**WHAT YOU SHOULD DO:**
The reply has to contain each record exactly as written.

___ DATA RECORDS

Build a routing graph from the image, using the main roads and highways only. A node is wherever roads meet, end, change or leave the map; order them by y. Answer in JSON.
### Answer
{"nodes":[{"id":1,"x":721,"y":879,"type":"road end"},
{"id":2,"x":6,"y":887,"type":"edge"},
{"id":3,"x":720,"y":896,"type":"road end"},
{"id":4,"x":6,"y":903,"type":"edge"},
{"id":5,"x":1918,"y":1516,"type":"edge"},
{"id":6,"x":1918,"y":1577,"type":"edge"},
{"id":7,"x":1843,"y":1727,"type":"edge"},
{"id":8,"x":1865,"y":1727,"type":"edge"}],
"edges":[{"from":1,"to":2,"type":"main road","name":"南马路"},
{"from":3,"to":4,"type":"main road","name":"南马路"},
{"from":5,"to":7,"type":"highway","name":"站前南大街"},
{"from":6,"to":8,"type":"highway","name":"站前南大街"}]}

______

**THE ANSWER:**
Build a routing graph from the image, using the main roads and highways only. A node is wherever roads meet, end, change or leave the map; order them by y. Answer in JSON.
### Answer
{"nodes":[{"id":1,"x":721,"y":879,"type":"road end"},
{"id":2,"x":6,"y":887,"type":"edge"},
{"id":3,"x":720,"y":896,"type":"road end"},
{"id":4,"x":6,"y":903,"type":"edge"},
{"id":5,"x":1918,"y":1516,"type":"edge"},
{"id":6,"x":1918,"y":1577,"type":"edge"},
{"id":7,"x":1843,"y":1727,"type":"edge"},
{"id":8,"x":1865,"y":1727,"type":"edge"}],
"edges":[{"from":1,"to":2,"type":"main road","name":"南马路"},
{"from":3,"to":4,"type":"main road","name":"南马路"},
{"from":5,"to":7,"type":"highway","name":"站前南大街"},
{"from":6,"to":8,"type":"highway","name":"站前南大街"}]}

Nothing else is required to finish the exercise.